[Extracted records — start]

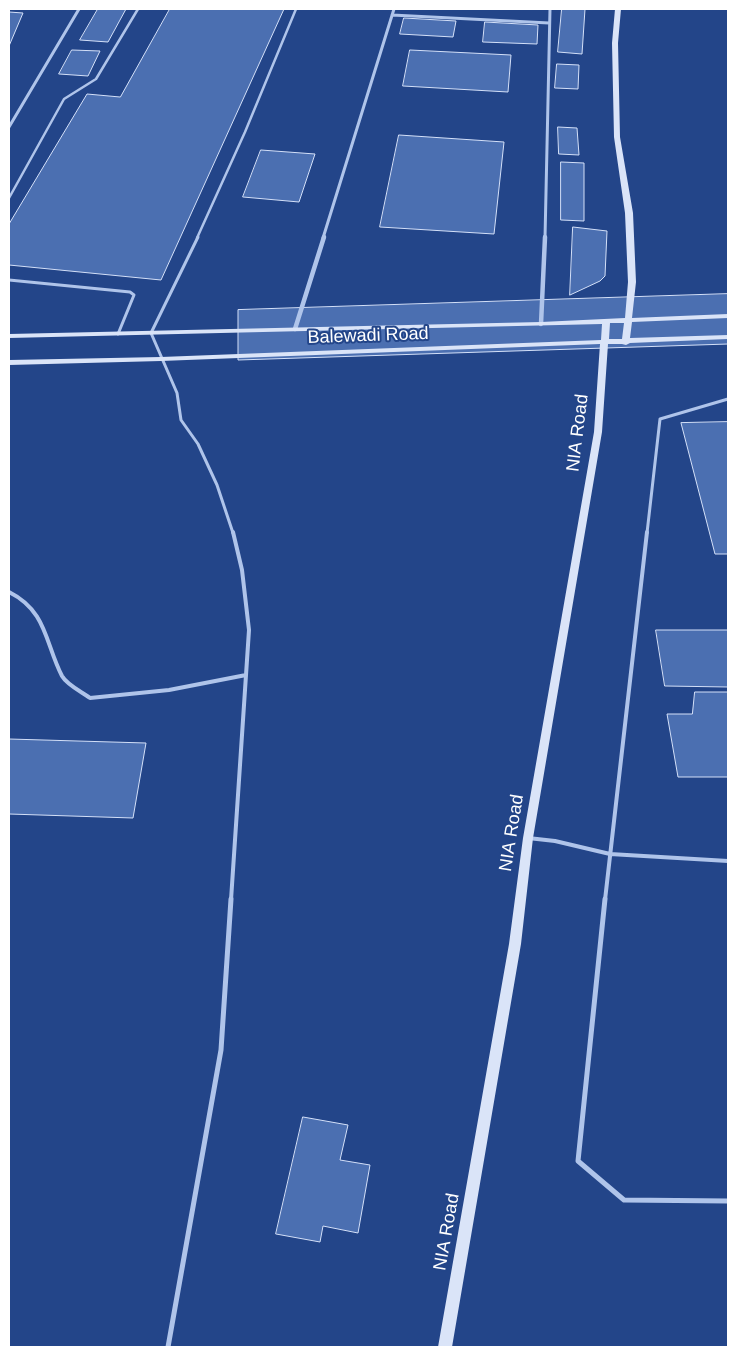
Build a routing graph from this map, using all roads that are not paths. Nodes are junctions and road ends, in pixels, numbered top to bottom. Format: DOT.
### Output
graph roads {
  1 [pos="79,9"];
  2 [pos="138,9"];
  3 [pos="296,9"];
  4 [pos="394,9"];
  5 [pos="550,9"];
  6 [pos="618,9"];
  7 [pos="392,15"];
  8 [pos="549,23"];
  9 [pos="9,127"];
  10 [pos="9,198"];
  11 [pos="9,280"];
  12 [pos="728,316"];
  13 [pos="629,321"];
  14 [pos="606,322"];
  15 [pos="541,324"];
  16 [pos="294,329"];
  17 [pos="151,333"];
  18 [pos="118,334"];
  19 [pos="9,336"];
  20 [pos="728,337"];
  21 [pos="626,342"];
  22 [pos="604,343"];
  23 [pos="161,360"];
  24 [pos="9,362"];
  25 [pos="728,399"];
  26 [pos="9,592"];
  27 [pos="246,675"];
  28 [pos="528,838"];
  29 [pos="610,854"];
  30 [pos="728,860"];
  31 [pos="728,1201"];
  32 [pos="168,1347"];
  33 [pos="445,1347"];
  1 -- 9 [label="street"];
  2 -- 10 [label="lane"];
  3 -- 17 [label="lane"];
  4 -- 7 [label="street"];
  5 -- 8 [label="street"];
  6 -- 13 [label="street"];
  7 -- 8 [label="street"];
  7 -- 16 [label="street"];
  8 -- 15 [label="street"];
  11 -- 18 [label="lane"];
  12 -- 13 [label="street, Balewadi Road"];
  13 -- 14 [label="street, Balewadi Road"];
  13 -- 21 [label="street"];
  14 -- 15 [label="street, Balewadi Road"];
  14 -- 22 [label="street, NIA Road"];
  15 -- 16 [label="street, Balewadi Road"];
  16 -- 17 [label="street, Balewadi Road"];
  17 -- 18 [label="street, Balewadi Road"];
  17 -- 23 [label="lane"];
  18 -- 19 [label="street, Balewadi Road"];
  20 -- 21 [label="street, Balewadi Road"];
  21 -- 22 [label="street, Balewadi Road"];
  22 -- 23 [label="street, Balewadi Road"];
  22 -- 28 [label="street, NIA Road"];
  23 -- 24 [label="street, Balewadi Road"];
  23 -- 27 [label="lane"];
  25 -- 29 [label="lane"];
  26 -- 27 [label="lane"];
  27 -- 32 [label="lane"];
  28 -- 29 [label="lane"];
  28 -- 33 [label="street, NIA Road"];
  29 -- 30 [label="lane"];
  29 -- 31 [label="lane"];
}
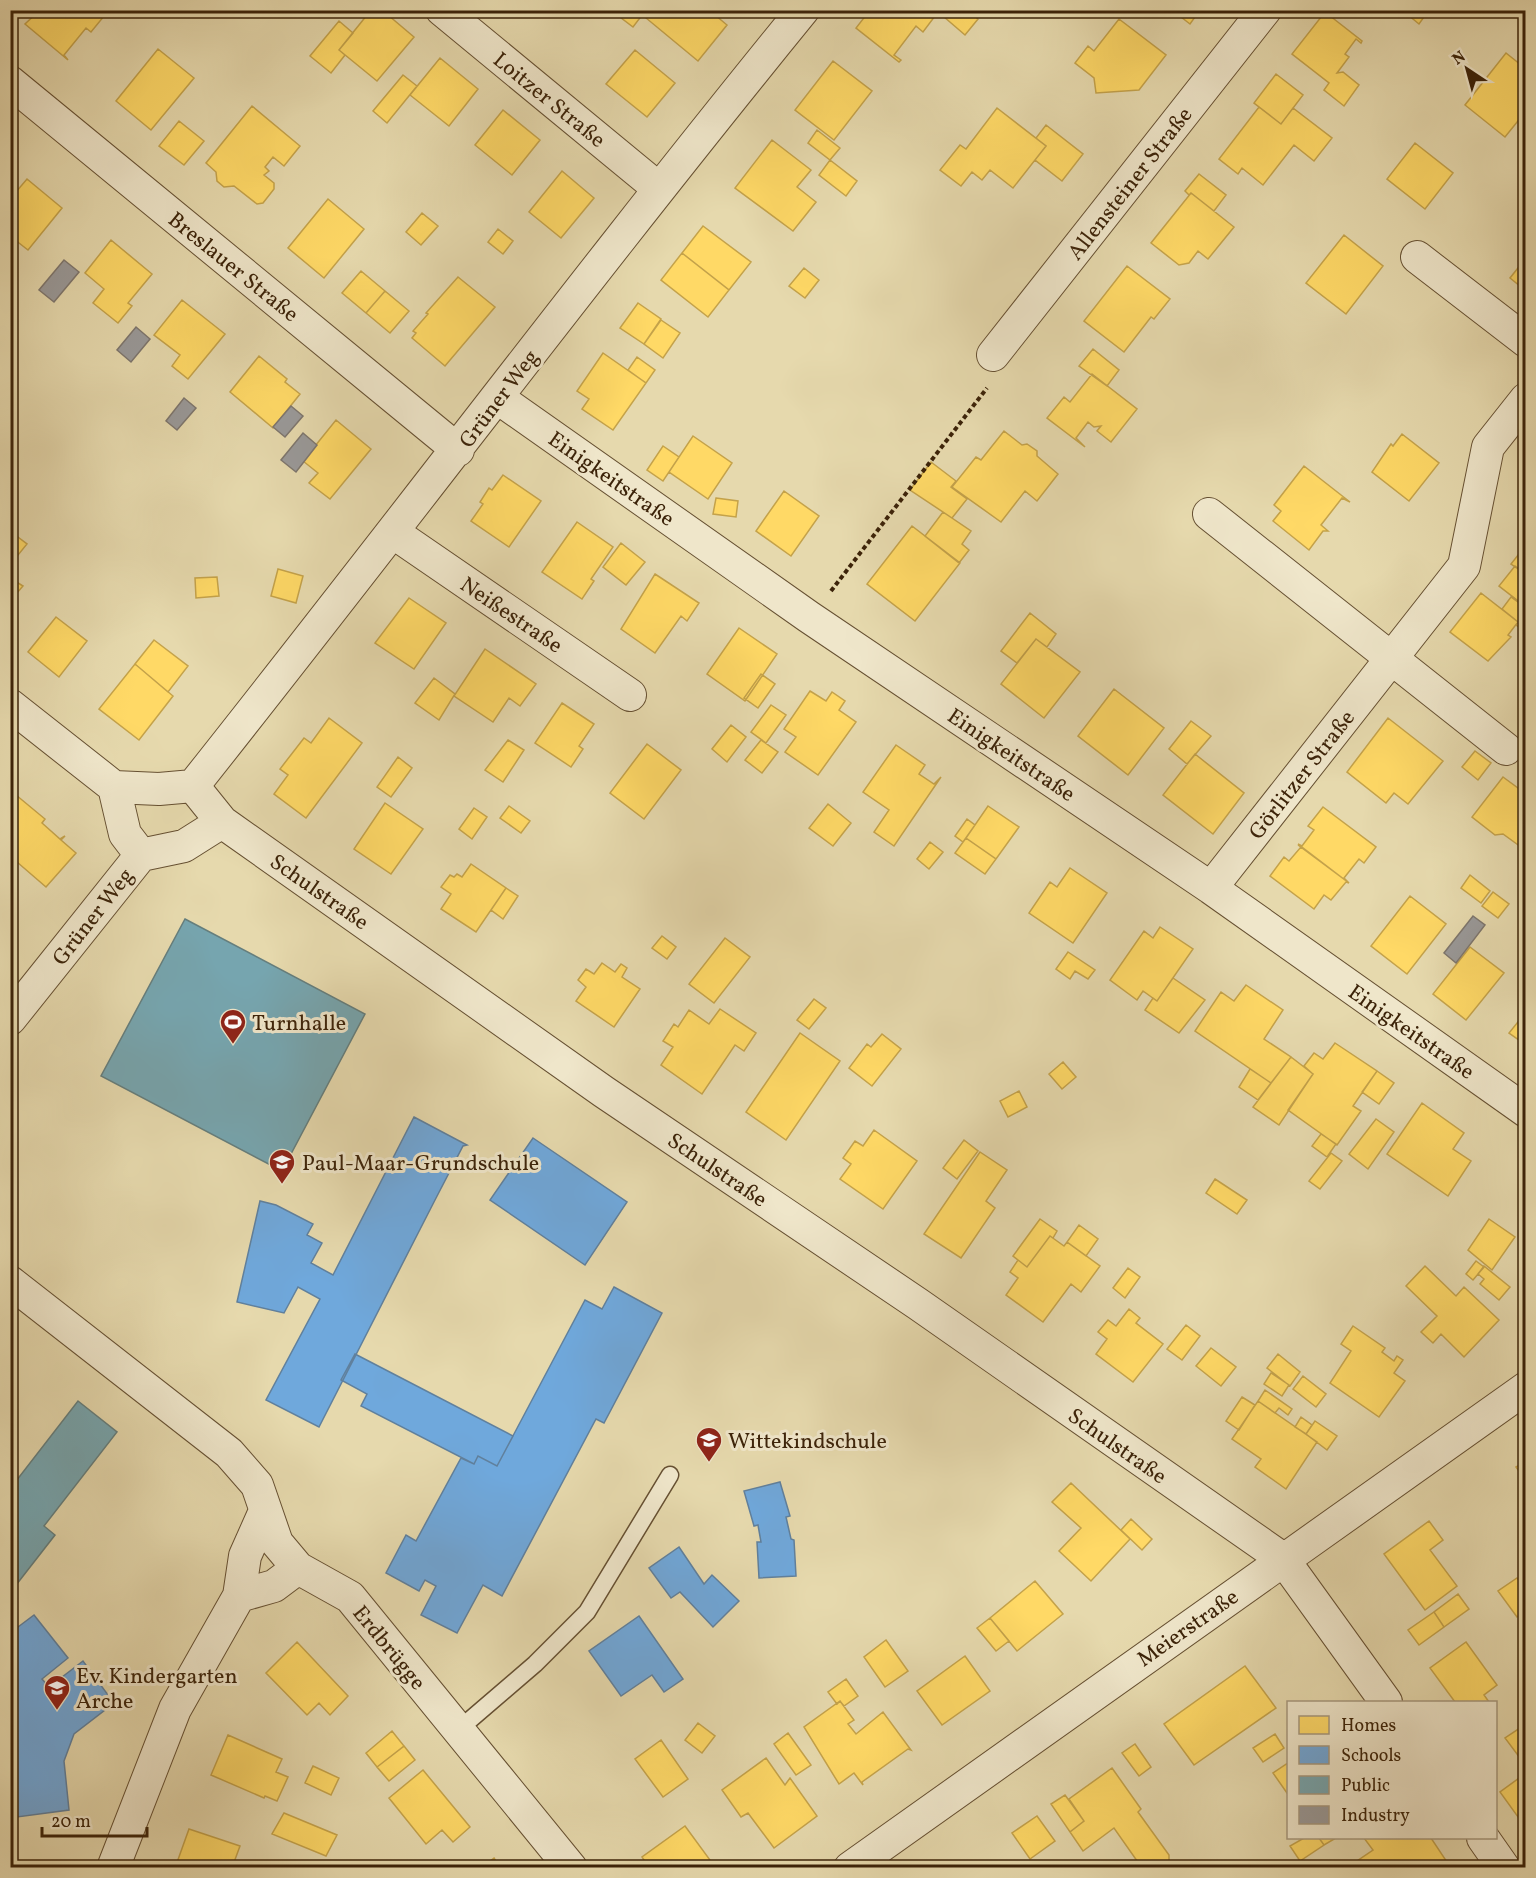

[Extracted records — finish]

Exercise prompt: Reproduce the data word for word; no pictures.

Completed task:
Build a routing graph from this map, using all roads that are not paths. Nodes are junctions and road ends, in pixels, numbered top to bottom. Format: DOT.
### Output
graph roads {
  1 [pos="79,9"];
  2 [pos="138,9"];
  3 [pos="296,9"];
  4 [pos="394,9"];
  5 [pos="550,9"];
  6 [pos="618,9"];
  7 [pos="392,15"];
  8 [pos="549,23"];
  9 [pos="9,127"];
  10 [pos="9,198"];
  11 [pos="9,280"];
  12 [pos="728,316"];
  13 [pos="629,321"];
  14 [pos="606,322"];
  15 [pos="541,324"];
  16 [pos="294,329"];
  17 [pos="151,333"];
  18 [pos="118,334"];
  19 [pos="9,336"];
  20 [pos="728,337"];
  21 [pos="626,342"];
  22 [pos="604,343"];
  23 [pos="161,360"];
  24 [pos="9,362"];
  25 [pos="728,399"];
  26 [pos="9,592"];
  27 [pos="246,675"];
  28 [pos="528,838"];
  29 [pos="610,854"];
  30 [pos="728,860"];
  31 [pos="728,1201"];
  32 [pos="168,1347"];
  33 [pos="445,1347"];
  1 -- 9 [label="street"];
  2 -- 10 [label="lane"];
  3 -- 17 [label="lane"];
  4 -- 7 [label="street"];
  5 -- 8 [label="street"];
  6 -- 13 [label="street"];
  7 -- 8 [label="street"];
  7 -- 16 [label="street"];
  8 -- 15 [label="street"];
  11 -- 18 [label="lane"];
  12 -- 13 [label="street, Balewadi Road"];
  13 -- 14 [label="street, Balewadi Road"];
  13 -- 21 [label="street"];
  14 -- 15 [label="street, Balewadi Road"];
  14 -- 22 [label="street, NIA Road"];
  15 -- 16 [label="street, Balewadi Road"];
  16 -- 17 [label="street, Balewadi Road"];
  17 -- 18 [label="street, Balewadi Road"];
  17 -- 23 [label="lane"];
  18 -- 19 [label="street, Balewadi Road"];
  20 -- 21 [label="street, Balewadi Road"];
  21 -- 22 [label="street, Balewadi Road"];
  22 -- 23 [label="street, Balewadi Road"];
  22 -- 28 [label="street, NIA Road"];
  23 -- 24 [label="street, Balewadi Road"];
  23 -- 27 [label="lane"];
  25 -- 29 [label="lane"];
  26 -- 27 [label="lane"];
  27 -- 32 [label="lane"];
  28 -- 29 [label="lane"];
  28 -- 33 [label="street, NIA Road"];
  29 -- 30 [label="lane"];
  29 -- 31 [label="lane"];
}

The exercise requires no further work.